Assignment:
Which lines below mention "Trail"? Pick each one out.

Supplied information:
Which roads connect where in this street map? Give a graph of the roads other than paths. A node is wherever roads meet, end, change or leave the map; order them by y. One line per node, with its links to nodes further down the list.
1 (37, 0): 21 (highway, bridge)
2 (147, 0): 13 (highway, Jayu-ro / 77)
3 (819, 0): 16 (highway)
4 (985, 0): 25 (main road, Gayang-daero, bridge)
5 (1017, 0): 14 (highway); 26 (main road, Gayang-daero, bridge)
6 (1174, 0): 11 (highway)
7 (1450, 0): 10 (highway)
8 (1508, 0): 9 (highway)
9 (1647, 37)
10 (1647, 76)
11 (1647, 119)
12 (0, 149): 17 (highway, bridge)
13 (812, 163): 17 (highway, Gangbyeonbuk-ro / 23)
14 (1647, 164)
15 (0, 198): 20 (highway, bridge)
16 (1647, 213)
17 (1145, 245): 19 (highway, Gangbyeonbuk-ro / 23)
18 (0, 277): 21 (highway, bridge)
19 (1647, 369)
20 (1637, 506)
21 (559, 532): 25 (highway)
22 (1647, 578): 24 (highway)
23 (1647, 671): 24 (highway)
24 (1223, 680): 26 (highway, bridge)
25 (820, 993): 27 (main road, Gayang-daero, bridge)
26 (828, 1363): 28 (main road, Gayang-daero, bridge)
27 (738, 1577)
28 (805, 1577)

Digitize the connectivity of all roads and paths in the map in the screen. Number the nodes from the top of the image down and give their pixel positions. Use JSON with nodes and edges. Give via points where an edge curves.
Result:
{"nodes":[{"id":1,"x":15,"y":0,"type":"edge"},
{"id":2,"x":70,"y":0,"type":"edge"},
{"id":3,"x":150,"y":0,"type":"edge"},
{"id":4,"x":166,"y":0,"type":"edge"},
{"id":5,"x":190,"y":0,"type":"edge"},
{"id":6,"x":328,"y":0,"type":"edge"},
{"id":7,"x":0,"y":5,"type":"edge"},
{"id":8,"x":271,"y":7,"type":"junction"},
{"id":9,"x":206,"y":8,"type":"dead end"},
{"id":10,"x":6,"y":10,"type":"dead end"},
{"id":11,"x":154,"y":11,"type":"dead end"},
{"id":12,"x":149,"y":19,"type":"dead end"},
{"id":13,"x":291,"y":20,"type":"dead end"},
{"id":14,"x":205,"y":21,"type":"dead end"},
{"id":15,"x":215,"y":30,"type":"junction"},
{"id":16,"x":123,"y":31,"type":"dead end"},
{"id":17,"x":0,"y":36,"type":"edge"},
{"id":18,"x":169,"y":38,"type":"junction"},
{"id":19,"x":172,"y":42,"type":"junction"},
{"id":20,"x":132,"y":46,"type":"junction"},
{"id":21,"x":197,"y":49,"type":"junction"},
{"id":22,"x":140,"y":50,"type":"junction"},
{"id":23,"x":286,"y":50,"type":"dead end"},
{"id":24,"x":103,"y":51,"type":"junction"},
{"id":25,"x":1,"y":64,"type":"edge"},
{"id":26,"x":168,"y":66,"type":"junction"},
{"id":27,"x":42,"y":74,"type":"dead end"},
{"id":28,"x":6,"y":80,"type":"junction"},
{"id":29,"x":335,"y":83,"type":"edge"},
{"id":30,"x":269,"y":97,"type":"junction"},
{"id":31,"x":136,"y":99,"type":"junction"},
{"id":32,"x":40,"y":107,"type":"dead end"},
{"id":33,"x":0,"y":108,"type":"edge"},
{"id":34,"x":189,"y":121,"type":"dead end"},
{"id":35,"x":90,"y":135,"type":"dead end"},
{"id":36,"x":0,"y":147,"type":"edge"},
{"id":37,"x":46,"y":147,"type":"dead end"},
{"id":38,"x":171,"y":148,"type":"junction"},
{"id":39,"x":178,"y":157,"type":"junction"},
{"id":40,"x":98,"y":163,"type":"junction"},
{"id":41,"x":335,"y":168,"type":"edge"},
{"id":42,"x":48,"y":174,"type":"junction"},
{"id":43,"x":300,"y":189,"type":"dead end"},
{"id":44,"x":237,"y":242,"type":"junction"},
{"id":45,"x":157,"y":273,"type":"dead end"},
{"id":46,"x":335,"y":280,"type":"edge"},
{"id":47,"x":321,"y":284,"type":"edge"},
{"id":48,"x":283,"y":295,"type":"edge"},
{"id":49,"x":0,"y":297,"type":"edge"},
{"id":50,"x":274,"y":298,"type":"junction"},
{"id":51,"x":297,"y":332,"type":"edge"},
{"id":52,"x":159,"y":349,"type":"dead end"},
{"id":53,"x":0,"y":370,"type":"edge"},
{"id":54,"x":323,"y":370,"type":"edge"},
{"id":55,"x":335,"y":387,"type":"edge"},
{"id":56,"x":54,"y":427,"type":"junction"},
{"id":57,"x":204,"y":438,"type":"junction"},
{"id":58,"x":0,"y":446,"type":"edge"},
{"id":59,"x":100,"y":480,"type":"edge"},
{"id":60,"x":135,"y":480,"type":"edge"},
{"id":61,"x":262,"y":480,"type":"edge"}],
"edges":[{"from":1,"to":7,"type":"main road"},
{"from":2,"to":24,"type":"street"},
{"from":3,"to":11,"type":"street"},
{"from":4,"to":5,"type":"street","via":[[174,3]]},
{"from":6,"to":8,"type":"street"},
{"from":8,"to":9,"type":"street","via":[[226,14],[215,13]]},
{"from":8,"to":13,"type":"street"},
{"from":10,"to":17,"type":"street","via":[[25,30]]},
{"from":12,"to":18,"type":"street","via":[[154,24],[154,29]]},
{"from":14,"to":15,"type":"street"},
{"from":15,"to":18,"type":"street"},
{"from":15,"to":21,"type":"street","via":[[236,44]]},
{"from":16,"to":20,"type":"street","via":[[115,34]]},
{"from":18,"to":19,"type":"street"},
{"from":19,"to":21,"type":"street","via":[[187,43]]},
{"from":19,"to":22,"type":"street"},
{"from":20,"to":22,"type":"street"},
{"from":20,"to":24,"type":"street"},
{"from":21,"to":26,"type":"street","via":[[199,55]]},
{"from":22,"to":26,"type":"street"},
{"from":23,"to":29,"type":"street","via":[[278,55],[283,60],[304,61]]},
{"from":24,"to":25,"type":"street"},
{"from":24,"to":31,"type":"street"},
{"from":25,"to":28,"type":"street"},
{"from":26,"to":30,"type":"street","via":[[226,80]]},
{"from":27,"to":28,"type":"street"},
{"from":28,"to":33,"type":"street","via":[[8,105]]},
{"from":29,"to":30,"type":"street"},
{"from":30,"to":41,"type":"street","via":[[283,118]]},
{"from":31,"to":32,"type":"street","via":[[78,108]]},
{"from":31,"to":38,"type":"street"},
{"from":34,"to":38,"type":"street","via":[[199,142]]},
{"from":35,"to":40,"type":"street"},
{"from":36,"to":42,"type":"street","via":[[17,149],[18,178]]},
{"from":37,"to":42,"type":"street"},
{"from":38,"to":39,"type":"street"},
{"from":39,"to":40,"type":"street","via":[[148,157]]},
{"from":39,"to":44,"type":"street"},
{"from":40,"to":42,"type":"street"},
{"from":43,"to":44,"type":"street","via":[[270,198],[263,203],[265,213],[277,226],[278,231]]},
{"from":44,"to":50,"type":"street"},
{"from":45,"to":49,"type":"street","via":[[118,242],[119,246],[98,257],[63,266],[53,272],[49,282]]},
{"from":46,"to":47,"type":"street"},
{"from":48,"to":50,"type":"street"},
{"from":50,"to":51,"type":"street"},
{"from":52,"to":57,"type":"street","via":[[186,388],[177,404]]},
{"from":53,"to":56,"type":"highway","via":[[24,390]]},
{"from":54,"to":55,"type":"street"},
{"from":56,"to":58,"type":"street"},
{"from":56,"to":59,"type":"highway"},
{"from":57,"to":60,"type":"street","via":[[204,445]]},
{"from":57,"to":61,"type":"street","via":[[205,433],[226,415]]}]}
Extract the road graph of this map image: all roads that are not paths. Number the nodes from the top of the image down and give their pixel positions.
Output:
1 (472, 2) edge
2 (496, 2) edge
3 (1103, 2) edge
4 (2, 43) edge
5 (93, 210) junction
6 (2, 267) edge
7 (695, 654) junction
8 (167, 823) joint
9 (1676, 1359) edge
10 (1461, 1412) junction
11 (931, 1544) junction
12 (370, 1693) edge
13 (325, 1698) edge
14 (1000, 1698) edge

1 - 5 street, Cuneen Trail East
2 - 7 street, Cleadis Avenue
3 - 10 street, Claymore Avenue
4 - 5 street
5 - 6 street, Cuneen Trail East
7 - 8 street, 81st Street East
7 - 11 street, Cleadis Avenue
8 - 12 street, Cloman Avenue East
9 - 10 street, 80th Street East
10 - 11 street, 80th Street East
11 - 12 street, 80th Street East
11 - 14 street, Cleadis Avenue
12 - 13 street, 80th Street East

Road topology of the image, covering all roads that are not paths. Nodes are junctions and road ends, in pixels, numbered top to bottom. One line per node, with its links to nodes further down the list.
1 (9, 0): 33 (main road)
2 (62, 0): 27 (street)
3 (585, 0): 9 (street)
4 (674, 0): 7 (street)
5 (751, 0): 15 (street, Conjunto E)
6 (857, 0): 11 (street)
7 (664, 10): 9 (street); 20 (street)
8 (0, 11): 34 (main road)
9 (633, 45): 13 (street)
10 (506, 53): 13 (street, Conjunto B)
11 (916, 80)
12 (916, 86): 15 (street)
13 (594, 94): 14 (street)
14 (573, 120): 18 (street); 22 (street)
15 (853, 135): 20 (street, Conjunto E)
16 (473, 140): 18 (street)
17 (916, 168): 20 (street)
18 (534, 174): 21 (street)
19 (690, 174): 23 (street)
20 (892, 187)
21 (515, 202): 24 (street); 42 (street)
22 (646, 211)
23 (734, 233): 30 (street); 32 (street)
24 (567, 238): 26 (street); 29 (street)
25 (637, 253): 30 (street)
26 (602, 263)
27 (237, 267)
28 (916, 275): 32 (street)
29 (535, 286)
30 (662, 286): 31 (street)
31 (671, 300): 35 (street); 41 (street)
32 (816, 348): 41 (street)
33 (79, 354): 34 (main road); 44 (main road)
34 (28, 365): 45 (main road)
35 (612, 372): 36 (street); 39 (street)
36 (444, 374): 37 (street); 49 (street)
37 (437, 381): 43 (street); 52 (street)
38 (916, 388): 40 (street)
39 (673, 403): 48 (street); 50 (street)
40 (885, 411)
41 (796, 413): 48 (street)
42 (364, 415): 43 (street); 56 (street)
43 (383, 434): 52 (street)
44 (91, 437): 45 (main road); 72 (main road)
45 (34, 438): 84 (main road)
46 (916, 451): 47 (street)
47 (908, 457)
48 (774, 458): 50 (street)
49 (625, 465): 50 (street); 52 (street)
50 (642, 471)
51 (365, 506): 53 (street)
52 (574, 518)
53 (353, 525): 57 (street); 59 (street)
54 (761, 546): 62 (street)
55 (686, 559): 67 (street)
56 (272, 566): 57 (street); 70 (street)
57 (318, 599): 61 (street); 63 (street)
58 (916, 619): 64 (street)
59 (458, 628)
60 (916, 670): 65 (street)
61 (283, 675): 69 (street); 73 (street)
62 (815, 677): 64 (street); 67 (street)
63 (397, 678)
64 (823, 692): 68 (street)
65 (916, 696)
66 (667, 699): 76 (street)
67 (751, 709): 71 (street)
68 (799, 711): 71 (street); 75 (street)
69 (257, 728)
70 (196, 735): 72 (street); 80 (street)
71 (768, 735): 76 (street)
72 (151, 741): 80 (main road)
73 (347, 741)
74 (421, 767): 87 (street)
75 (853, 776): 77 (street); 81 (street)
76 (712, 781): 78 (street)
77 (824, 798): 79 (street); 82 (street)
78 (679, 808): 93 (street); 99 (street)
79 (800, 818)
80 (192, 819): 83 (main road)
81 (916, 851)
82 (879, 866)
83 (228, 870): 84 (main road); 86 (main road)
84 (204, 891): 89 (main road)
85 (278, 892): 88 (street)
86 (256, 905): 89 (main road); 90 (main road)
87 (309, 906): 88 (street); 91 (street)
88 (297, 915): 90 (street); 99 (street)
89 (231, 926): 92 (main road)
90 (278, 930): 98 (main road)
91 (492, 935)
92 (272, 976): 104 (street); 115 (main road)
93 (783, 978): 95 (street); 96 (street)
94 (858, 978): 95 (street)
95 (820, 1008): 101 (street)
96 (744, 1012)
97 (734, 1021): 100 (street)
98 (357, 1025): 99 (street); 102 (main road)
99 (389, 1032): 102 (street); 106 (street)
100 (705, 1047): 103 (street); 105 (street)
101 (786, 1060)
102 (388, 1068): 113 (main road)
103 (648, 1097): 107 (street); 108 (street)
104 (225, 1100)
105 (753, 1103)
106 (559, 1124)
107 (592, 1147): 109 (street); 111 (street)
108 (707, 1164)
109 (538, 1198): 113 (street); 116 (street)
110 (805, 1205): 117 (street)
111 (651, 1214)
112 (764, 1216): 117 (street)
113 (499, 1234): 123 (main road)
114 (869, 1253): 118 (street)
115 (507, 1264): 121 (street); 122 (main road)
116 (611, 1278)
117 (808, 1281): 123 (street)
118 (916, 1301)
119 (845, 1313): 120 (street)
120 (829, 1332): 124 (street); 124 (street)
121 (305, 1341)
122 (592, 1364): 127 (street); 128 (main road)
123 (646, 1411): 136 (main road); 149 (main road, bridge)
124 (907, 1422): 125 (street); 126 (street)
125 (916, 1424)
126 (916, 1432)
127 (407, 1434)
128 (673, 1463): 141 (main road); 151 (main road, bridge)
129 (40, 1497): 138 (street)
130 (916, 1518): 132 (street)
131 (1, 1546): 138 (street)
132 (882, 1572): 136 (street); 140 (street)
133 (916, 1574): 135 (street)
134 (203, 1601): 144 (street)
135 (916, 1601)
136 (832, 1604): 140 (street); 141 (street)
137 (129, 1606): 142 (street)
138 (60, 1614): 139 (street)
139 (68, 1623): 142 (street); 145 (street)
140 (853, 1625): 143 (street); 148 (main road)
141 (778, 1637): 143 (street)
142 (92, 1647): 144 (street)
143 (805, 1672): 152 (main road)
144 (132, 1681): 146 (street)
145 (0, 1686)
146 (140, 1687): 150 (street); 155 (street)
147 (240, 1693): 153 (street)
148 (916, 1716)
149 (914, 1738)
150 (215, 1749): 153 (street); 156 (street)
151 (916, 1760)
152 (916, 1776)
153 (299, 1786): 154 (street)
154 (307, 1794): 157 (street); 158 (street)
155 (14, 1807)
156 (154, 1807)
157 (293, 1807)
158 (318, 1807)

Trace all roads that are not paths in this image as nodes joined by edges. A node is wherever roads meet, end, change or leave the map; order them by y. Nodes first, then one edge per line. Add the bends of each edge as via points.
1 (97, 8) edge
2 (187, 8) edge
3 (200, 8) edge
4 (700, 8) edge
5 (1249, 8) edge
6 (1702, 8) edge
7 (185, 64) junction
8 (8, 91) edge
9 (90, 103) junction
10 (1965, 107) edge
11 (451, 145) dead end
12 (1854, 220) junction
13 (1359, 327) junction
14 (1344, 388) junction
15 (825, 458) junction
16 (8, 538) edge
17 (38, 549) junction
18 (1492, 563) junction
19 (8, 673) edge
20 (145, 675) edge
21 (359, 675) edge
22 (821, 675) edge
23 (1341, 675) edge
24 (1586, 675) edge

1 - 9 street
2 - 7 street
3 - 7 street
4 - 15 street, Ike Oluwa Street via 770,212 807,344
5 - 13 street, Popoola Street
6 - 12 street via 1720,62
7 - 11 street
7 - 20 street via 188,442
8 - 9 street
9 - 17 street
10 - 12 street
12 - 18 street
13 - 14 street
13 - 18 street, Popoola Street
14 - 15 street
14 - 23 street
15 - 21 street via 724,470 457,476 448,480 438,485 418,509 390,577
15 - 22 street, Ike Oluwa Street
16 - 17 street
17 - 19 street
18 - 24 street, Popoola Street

Your response:
1 - 5 street, Cuneen Trail East
5 - 6 street, Cuneen Trail East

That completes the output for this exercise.